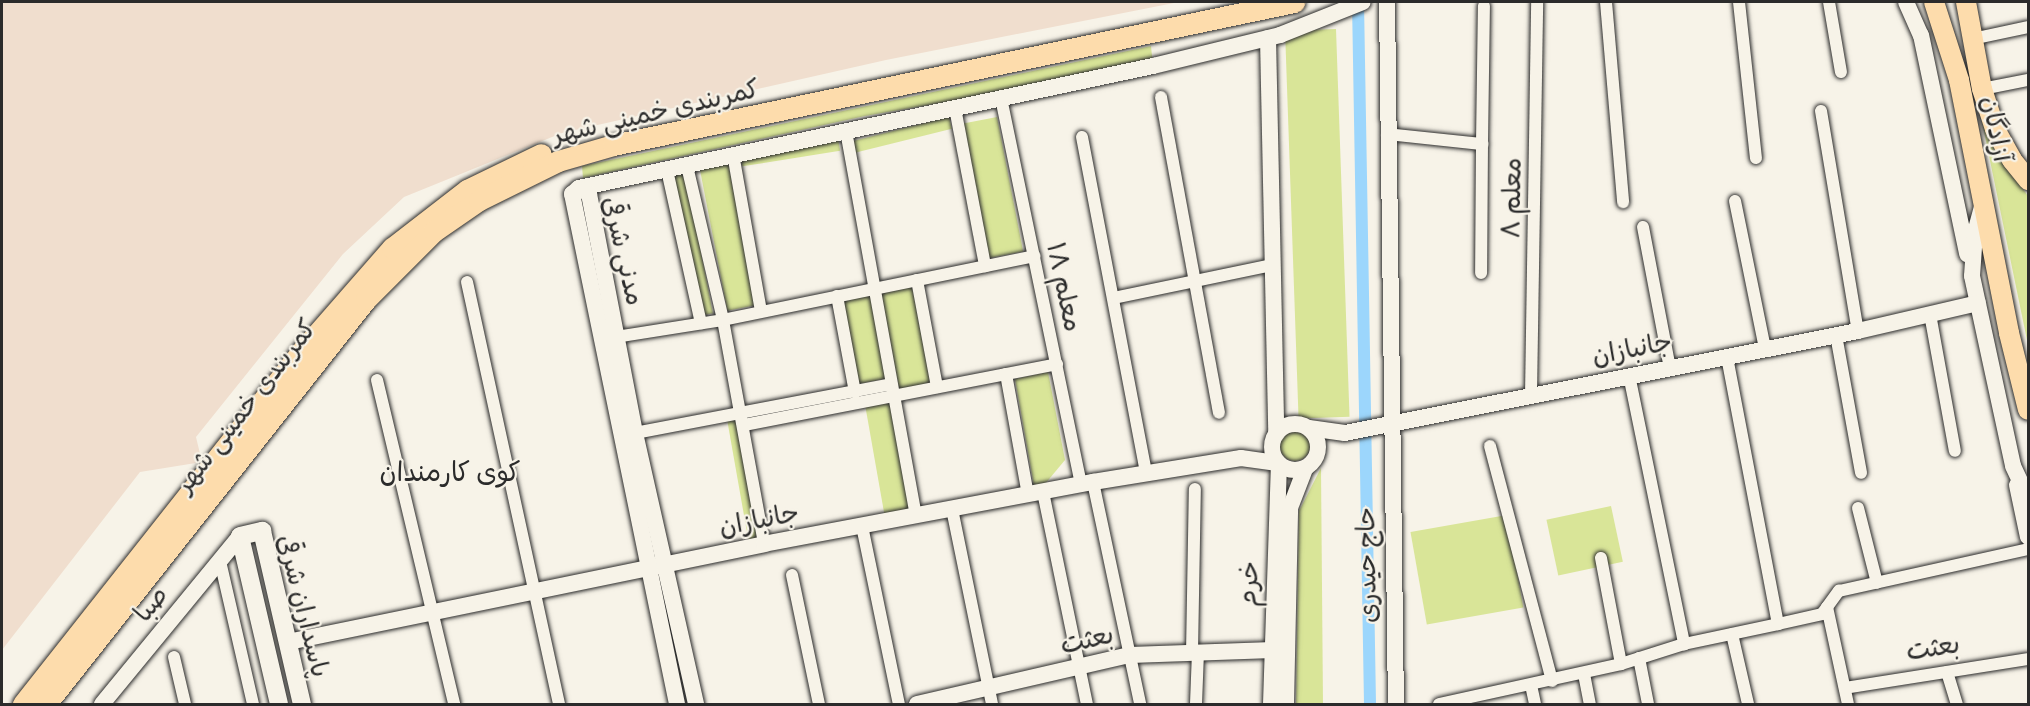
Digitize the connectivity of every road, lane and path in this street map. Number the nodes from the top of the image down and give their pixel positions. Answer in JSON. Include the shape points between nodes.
{"nodes":[{"id":1,"x":1239,"y":2,"type":"edge"},
{"id":2,"x":1290,"y":2,"type":"edge"},
{"id":3,"x":1387,"y":2,"type":"edge"},
{"id":4,"x":1537,"y":2,"type":"edge"},
{"id":5,"x":1606,"y":2,"type":"edge"},
{"id":6,"x":1739,"y":2,"type":"edge"},
{"id":7,"x":1829,"y":2,"type":"edge"},
{"id":8,"x":1906,"y":2,"type":"edge"},
{"id":9,"x":1934,"y":2,"type":"edge"},
{"id":10,"x":1944,"y":2,"type":"edge"},
{"id":11,"x":1966,"y":2,"type":"edge"},
{"id":12,"x":1356,"y":3,"type":"edge"},
{"id":13,"x":1484,"y":6,"type":"dead end"},
{"id":14,"x":2028,"y":27,"type":"edge"},
{"id":15,"x":1269,"y":38,"type":"junction"},
{"id":16,"x":1972,"y":39,"type":"junction"},
{"id":17,"x":1952,"y":51,"type":"junction"},
{"id":18,"x":1841,"y":72,"type":"dead end"},
{"id":19,"x":2028,"y":80,"type":"edge"},
{"id":20,"x":1982,"y":89,"type":"junction"},
{"id":21,"x":1161,"y":97,"type":"dead end"},
{"id":22,"x":1000,"y":98,"type":"junction"},
{"id":23,"x":955,"y":108,"type":"junction"},
{"id":24,"x":1821,"y":111,"type":"dead end"},
{"id":25,"x":846,"y":130,"type":"junction"},
{"id":26,"x":1388,"y":134,"type":"junction"},
{"id":27,"x":1082,"y":137,"type":"dead end"},
{"id":28,"x":1482,"y":144,"type":"junction"},
{"id":29,"x":733,"y":154,"type":"junction"},
{"id":30,"x":1756,"y":158,"type":"dead end"},
{"id":31,"x":687,"y":166,"type":"junction"},
{"id":32,"x":668,"y":170,"type":"junction"},
{"id":33,"x":2028,"y":180,"type":"edge"},
{"id":34,"x":579,"y":188,"type":"junction"},
{"id":35,"x":1735,"y":201,"type":"dead end"},
{"id":36,"x":1623,"y":202,"type":"dead end"},
{"id":37,"x":1983,"y":202,"type":"junction"},
{"id":38,"x":1643,"y":227,"type":"dead end"},
{"id":39,"x":1035,"y":256,"type":"junction"},
{"id":40,"x":1272,"y":265,"type":"junction"},
{"id":41,"x":986,"y":266,"type":"junction"},
{"id":42,"x":1481,"y":273,"type":"dead end"},
{"id":43,"x":1972,"y":276,"type":"junction"},
{"id":44,"x":917,"y":280,"type":"junction"},
{"id":45,"x":1196,"y":280,"type":"junction"},
{"id":46,"x":467,"y":282,"type":"dead end"},
{"id":47,"x":873,"y":289,"type":"junction"},
{"id":48,"x":837,"y":296,"type":"junction"},
{"id":49,"x":1114,"y":298,"type":"junction"},
{"id":50,"x":1978,"y":303,"type":"junction"},
{"id":51,"x":761,"y":311,"type":"junction"},
{"id":52,"x":1929,"y":314,"type":"junction"},
{"id":53,"x":723,"y":320,"type":"junction"},
{"id":54,"x":701,"y":323,"type":"junction"},
{"id":55,"x":1858,"y":331,"type":"junction"},
{"id":56,"x":2009,"y":333,"type":"junction"},
{"id":57,"x":1836,"y":335,"type":"junction"},
{"id":58,"x":616,"y":337,"type":"junction"},
{"id":59,"x":1766,"y":349,"type":"junction"},
{"id":60,"x":1726,"y":357,"type":"junction"},
{"id":61,"x":2028,"y":357,"type":"edge"},
{"id":62,"x":1057,"y":364,"type":"junction"},
{"id":63,"x":1670,"y":368,"type":"junction"},
{"id":64,"x":1006,"y":374,"type":"junction"},
{"id":65,"x":1629,"y":375,"type":"junction"},
{"id":66,"x":377,"y":380,"type":"dead end"},
{"id":67,"x":937,"y":387,"type":"junction"},
{"id":68,"x":892,"y":390,"type":"junction"},
{"id":69,"x":1278,"y":390,"type":"junction"},
{"id":70,"x":855,"y":392,"type":"junction"},
{"id":71,"x":1531,"y":395,"type":"junction"},
{"id":72,"x":2028,"y":410,"type":"edge"},
{"id":73,"x":741,"y":411,"type":"junction"},
{"id":74,"x":1220,"y":413,"type":"dead end"},
{"id":75,"x":1389,"y":424,"type":"junction"},
{"id":76,"x":744,"y":425,"type":"junction"},
{"id":77,"x":1303,"y":426,"type":"junction"},
{"id":78,"x":635,"y":433,"type":"junction"},
{"id":79,"x":1345,"y":433,"type":"junction"},
{"id":80,"x":1275,"y":436,"type":"junction"},
{"id":81,"x":1490,"y":446,"type":"dead end"},
{"id":82,"x":1955,"y":450,"type":"dead end"},
{"id":83,"x":1241,"y":458,"type":"junction"},
{"id":84,"x":1311,"y":463,"type":"junction"},
{"id":85,"x":1279,"y":464,"type":"junction"},
{"id":86,"x":2013,"y":466,"type":"junction"},
{"id":87,"x":1146,"y":473,"type":"junction"},
{"id":88,"x":1861,"y":473,"type":"dead end"},
{"id":89,"x":1087,"y":483,"type":"junction"},
{"id":90,"x":1195,"y":489,"type":"dead end"},
{"id":91,"x":1035,"y":493,"type":"junction"},
{"id":92,"x":2028,"y":498,"type":"edge"},
{"id":93,"x":1858,"y":508,"type":"dead end"},
{"id":94,"x":952,"y":509,"type":"junction"},
{"id":95,"x":1284,"y":509,"type":"junction"},
{"id":96,"x":916,"y":516,"type":"junction"},
{"id":97,"x":862,"y":526,"type":"junction"},
{"id":98,"x":240,"y":536,"type":"junction"},
{"id":99,"x":2028,"y":537,"type":"edge"},
{"id":100,"x":764,"y":544,"type":"junction"},
{"id":101,"x":2028,"y":549,"type":"edge"},
{"id":102,"x":1601,"y":558,"type":"dead end"},
{"id":103,"x":220,"y":561,"type":"junction"},
{"id":104,"x":666,"y":564,"type":"junction"},
{"id":105,"x":647,"y":569,"type":"junction"},
{"id":106,"x":792,"y":575,"type":"dead end"},
{"id":107,"x":1877,"y":583,"type":"junction"},
{"id":108,"x":535,"y":592,"type":"junction"},
{"id":109,"x":1827,"y":607,"type":"junction"},
{"id":110,"x":435,"y":613,"type":"junction"},
{"id":111,"x":1778,"y":621,"type":"junction"},
{"id":112,"x":1732,"y":634,"type":"junction"},
{"id":113,"x":288,"y":642,"type":"junction"},
{"id":114,"x":1684,"y":644,"type":"junction"},
{"id":115,"x":1273,"y":650,"type":"junction"},
{"id":116,"x":1195,"y":653,"type":"junction"},
{"id":117,"x":1130,"y":655,"type":"junction"},
{"id":118,"x":174,"y":657,"type":"dead end"},
{"id":119,"x":1639,"y":658,"type":"junction"},
{"id":120,"x":2028,"y":659,"type":"edge"},
{"id":121,"x":1621,"y":664,"type":"junction"},
{"id":122,"x":1080,"y":668,"type":"junction"},
{"id":123,"x":1947,"y":672,"type":"junction"},
{"id":124,"x":1584,"y":674,"type":"junction"},
{"id":125,"x":1552,"y":681,"type":"junction"},
{"id":126,"x":1531,"y":685,"type":"junction"},
{"id":127,"x":1845,"y":688,"type":"junction"},
{"id":128,"x":990,"y":697,"type":"edge"},
{"id":129,"x":1462,"y":702,"type":"edge"},
{"id":130,"x":23,"y":705,"type":"edge"},
{"id":131,"x":46,"y":705,"type":"edge"},
{"id":132,"x":102,"y":705,"type":"edge"},
{"id":133,"x":185,"y":705,"type":"edge"},
{"id":134,"x":253,"y":705,"type":"edge"},
{"id":135,"x":279,"y":705,"type":"edge"},
{"id":136,"x":302,"y":705,"type":"edge"},
{"id":137,"x":454,"y":705,"type":"edge"},
{"id":138,"x":559,"y":705,"type":"edge"},
{"id":139,"x":677,"y":705,"type":"edge"},
{"id":140,"x":696,"y":705,"type":"edge"},
{"id":141,"x":819,"y":705,"type":"edge"},
{"id":142,"x":899,"y":705,"type":"edge"},
{"id":143,"x":917,"y":705,"type":"edge"},
{"id":144,"x":1088,"y":705,"type":"edge"},
{"id":145,"x":1140,"y":705,"type":"edge"},
{"id":146,"x":1196,"y":705,"type":"edge"},
{"id":147,"x":1271,"y":705,"type":"edge"},
{"id":148,"x":1286,"y":705,"type":"edge"},
{"id":149,"x":1396,"y":705,"type":"edge"},
{"id":150,"x":1440,"y":705,"type":"edge"},
{"id":151,"x":1535,"y":705,"type":"edge"},
{"id":152,"x":1590,"y":705,"type":"edge"},
{"id":153,"x":1648,"y":705,"type":"edge"},
{"id":154,"x":1748,"y":705,"type":"edge"},
{"id":155,"x":1848,"y":705,"type":"edge"},
{"id":156,"x":1957,"y":705,"type":"edge"}],
"edges":[{"from":1,"to":130,"type":"highway","name":"کمربندی خمینی شهر","via":[[611,132],[520,162],[467,190],[392,248],[352,291]]},
{"from":2,"to":131,"type":"highway","name":"کمربندی خمینی شهر","via":[[613,145],[558,161],[479,200],[434,231],[366,299]]},
{"from":3,"to":26,"type":"street","name":"حاج حیدری"},
{"from":4,"to":71,"type":"street","name":"معلم ۸"},
{"from":5,"to":36,"type":"street"},
{"from":6,"to":30,"type":"street"},
{"from":7,"to":18,"type":"street"},
{"from":8,"to":43,"type":"street","via":[[1921,35]]},
{"from":9,"to":17,"type":"main road","name":"آزادگان"},
{"from":10,"to":17,"type":"main road"},
{"from":11,"to":16,"type":"main road","name":"آزادگان"},
{"from":12,"to":15,"type":"street"},
{"from":13,"to":28,"type":"street"},
{"from":14,"to":16,"type":"street"},
{"from":15,"to":22,"type":"street"},
{"from":15,"to":40,"type":"street"},
{"from":16,"to":20,"type":"main road","name":"آزادگان"},
{"from":17,"to":37,"type":"main road","name":"آزادگان"},
{"from":19,"to":20,"type":"street"},
{"from":20,"to":33,"type":"main road","name":"آزادگان","via":[[1995,129]]},
{"from":21,"to":45,"type":"street"},
{"from":22,"to":23,"type":"street"},
{"from":22,"to":39,"type":"street","name":"معلم ۱۸"},
{"from":23,"to":25,"type":"street"},
{"from":23,"to":41,"type":"street"},
{"from":24,"to":55,"type":"street"},
{"from":25,"to":29,"type":"street"},
{"from":25,"to":47,"type":"street"},
{"from":26,"to":28,"type":"street"},
{"from":26,"to":75,"type":"street","name":"حاج حیدری"},
{"from":27,"to":49,"type":"street"},
{"from":28,"to":42,"type":"street"},
{"from":29,"to":31,"type":"street"},
{"from":29,"to":51,"type":"street"},
{"from":31,"to":32,"type":"street"},
{"from":31,"to":53,"type":"street"},
{"from":32,"to":34,"type":"street"},
{"from":32,"to":54,"type":"street"},
{"from":34,"to":58,"type":"street","name":"مدنی شرقی","via":[[589,194]]},
{"from":34,"to":105,"type":"street","name":"مدنی شرقی","via":[[572,194]]},
{"from":35,"to":59,"type":"street"},
{"from":37,"to":43,"type":"street","via":[[1975,233]]},
{"from":37,"to":56,"type":"main road","name":"آزادگان"},
{"from":38,"to":63,"type":"street"},
{"from":39,"to":41,"type":"street"},
{"from":39,"to":62,"type":"street","name":"معلم ۱۸"},
{"from":40,"to":45,"type":"street"},
{"from":40,"to":69,"type":"street"},
{"from":41,"to":44,"type":"street"},
{"from":43,"to":50,"type":"street"},
{"from":44,"to":47,"type":"street"},
{"from":44,"to":67,"type":"street"},
{"from":45,"to":49,"type":"street"},
{"from":45,"to":74,"type":"street"},
{"from":46,"to":108,"type":"street"},
{"from":47,"to":48,"type":"street"},
{"from":47,"to":68,"type":"street"},
{"from":48,"to":51,"type":"street"},
{"from":48,"to":70,"type":"street"},
{"from":49,"to":87,"type":"street"},
{"from":50,"to":52,"type":"street","name":"جانبازان"},
{"from":50,"to":86,"type":"street"},
{"from":51,"to":53,"type":"street"},
{"from":52,"to":55,"type":"street","name":"جانبازان"},
{"from":52,"to":82,"type":"street"},
{"from":53,"to":54,"type":"street"},
{"from":53,"to":73,"type":"street"},
{"from":54,"to":58,"type":"street"},
{"from":55,"to":57,"type":"street","name":"جانبازان"},
{"from":56,"to":61,"type":"main road"},
{"from":56,"to":72,"type":"main road","name":"آزادگان"},
{"from":57,"to":59,"type":"street","name":"جانبازان"},
{"from":57,"to":88,"type":"street"},
{"from":58,"to":78,"type":"street","name":"مدنی شرقی"},
{"from":59,"to":60,"type":"street","name":"جانبازان"},
{"from":60,"to":63,"type":"street","name":"جانبازان"},
{"from":60,"to":111,"type":"street"},
{"from":62,"to":64,"type":"street"},
{"from":62,"to":89,"type":"street","name":"معلم ۱۸"},
{"from":63,"to":65,"type":"street","name":"جانبازان"},
{"from":64,"to":67,"type":"street"},
{"from":64,"to":91,"type":"street"},
{"from":65,"to":71,"type":"street","name":"جانبازان"},
{"from":65,"to":114,"type":"street"},
{"from":66,"to":110,"type":"street"},
{"from":67,"to":68,"type":"street"},
{"from":68,"to":70,"type":"street"},
{"from":68,"to":76,"type":"street"},
{"from":68,"to":96,"type":"street"},
{"from":69,"to":77,"type":"street"},
{"from":69,"to":80,"type":"street"},
{"from":70,"to":73,"type":"street"},
{"from":71,"to":75,"type":"street","name":"جانبازان"},
{"from":73,"to":76,"type":"street"},
{"from":73,"to":78,"type":"street"},
{"from":75,"to":79,"type":"street","name":"جانبازان"},
{"from":75,"to":149,"type":"street","name":"حاج حیدری"},
{"from":76,"to":100,"type":"street"},
{"from":77,"to":79,"type":"street"},
{"from":77,"to":80,"type":"street"},
{"from":77,"to":84,"type":"street","via":[[1319,444]]},
{"from":78,"to":104,"type":"street","name":"مدنی شرقی"},
{"from":79,"to":84,"type":"street"},
{"from":80,"to":83,"type":"street"},
{"from":80,"to":85,"type":"street","via":[[1272,450]]},
{"from":81,"to":125,"type":"street"},
{"from":83,"to":85,"type":"street"},
{"from":83,"to":87,"type":"street","name":"جانبازان"},
{"from":84,"to":85,"type":"street","via":[[1291,470]]},
{"from":84,"to":95,"type":"street","name":"خرم"},
{"from":85,"to":95,"type":"street","name":"خرم"},
{"from":86,"to":92,"type":"street"},
{"from":86,"to":99,"type":"street"},
{"from":87,"to":89,"type":"street","name":"جانبازان"},
{"from":89,"to":91,"type":"street","name":"جانبازان"},
{"from":89,"to":117,"type":"street","name":"معلم ۱۸"},
{"from":90,"to":116,"type":"street"},
{"from":91,"to":94,"type":"street","name":"جانبازان"},
{"from":91,"to":122,"type":"street"},
{"from":93,"to":107,"type":"street"},
{"from":94,"to":96,"type":"street","name":"جانبازان"},
{"from":94,"to":128,"type":"street"},
{"from":95,"to":115,"type":"street","name":"خرم"},
{"from":95,"to":148,"type":"street","name":"خرم"},
{"from":96,"to":97,"type":"street","name":"جانبازان"},
{"from":97,"to":100,"type":"street","name":"جانبازان"},
{"from":97,"to":142,"type":"street"},
{"from":98,"to":103,"type":"street","name":"صبا"},
{"from":98,"to":113,"type":"main road","name":"پاسداران شرقی","via":[[262,531]]},
{"from":98,"to":135,"type":"main road","name":"پاسداران شرقی"},
{"from":100,"to":104,"type":"street","name":"جانبازان"},
{"from":101,"to":107,"type":"street"},
{"from":102,"to":121,"type":"street"},
{"from":103,"to":132,"type":"street","name":"صبا"},
{"from":103,"to":134,"type":"street"},
{"from":104,"to":105,"type":"street","name":"جانبازان"},
{"from":104,"to":140,"type":"street","name":"مدنی شرقی"},
{"from":105,"to":108,"type":"street","name":"جانبازان"},
{"from":105,"to":139,"type":"street","name":"مدنی شرقی"},
{"from":106,"to":141,"type":"street"},
{"from":107,"to":109,"type":"street","via":[[1839,591]]},
{"from":108,"to":110,"type":"street","name":"جانبازان"},
{"from":108,"to":138,"type":"street"},
{"from":109,"to":111,"type":"street","via":[[1822,614]]},
{"from":109,"to":127,"type":"street"},
{"from":110,"to":113,"type":"street","name":"جانبازان"},
{"from":110,"to":137,"type":"street"},
{"from":111,"to":112,"type":"street"},
{"from":112,"to":114,"type":"street"},
{"from":112,"to":154,"type":"street"},
{"from":113,"to":136,"type":"main road","name":"پاسداران شرقی"},
{"from":114,"to":119,"type":"street"},
{"from":115,"to":116,"type":"street","name":"بعثت"},
{"from":115,"to":147,"type":"street","name":"خرم"},
{"from":116,"to":117,"type":"street","name":"بعثت"},
{"from":116,"to":146,"type":"street"},
{"from":117,"to":122,"type":"street","name":"بعثت"},
{"from":117,"to":145,"type":"street","name":"معلم ۱۸"},
{"from":118,"to":133,"type":"street"},
{"from":119,"to":121,"type":"street"},
{"from":119,"to":153,"type":"street"},
{"from":120,"to":123,"type":"street","name":"بعثت"},
{"from":121,"to":124,"type":"street"},
{"from":122,"to":128,"type":"street","name":"بعثت"},
{"from":122,"to":144,"type":"street"},
{"from":123,"to":127,"type":"street","name":"بعثت"},
{"from":123,"to":156,"type":"street"},
{"from":124,"to":125,"type":"street"},
{"from":124,"to":152,"type":"street"},
{"from":125,"to":126,"type":"street"},
{"from":126,"to":129,"type":"street"},
{"from":126,"to":151,"type":"street"},
{"from":127,"to":155,"type":"street"},
{"from":128,"to":143,"type":"street","name":"بعثت"},
{"from":129,"to":150,"type":"street"}]}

......

## [WORK INSTRUCTION]
Check each line above for the string "nodes" and copy the ones that have it.

## [EXERCISE RESPONSE]
Digitize the connectivity of every road, lane and path in this street map. Number the nodes from the top of the image down and give their pixel positions. Answer in JSON. Include the shape points between nodes.
{"nodes":[{"id":1,"x":1239,"y":2,"type":"edge"},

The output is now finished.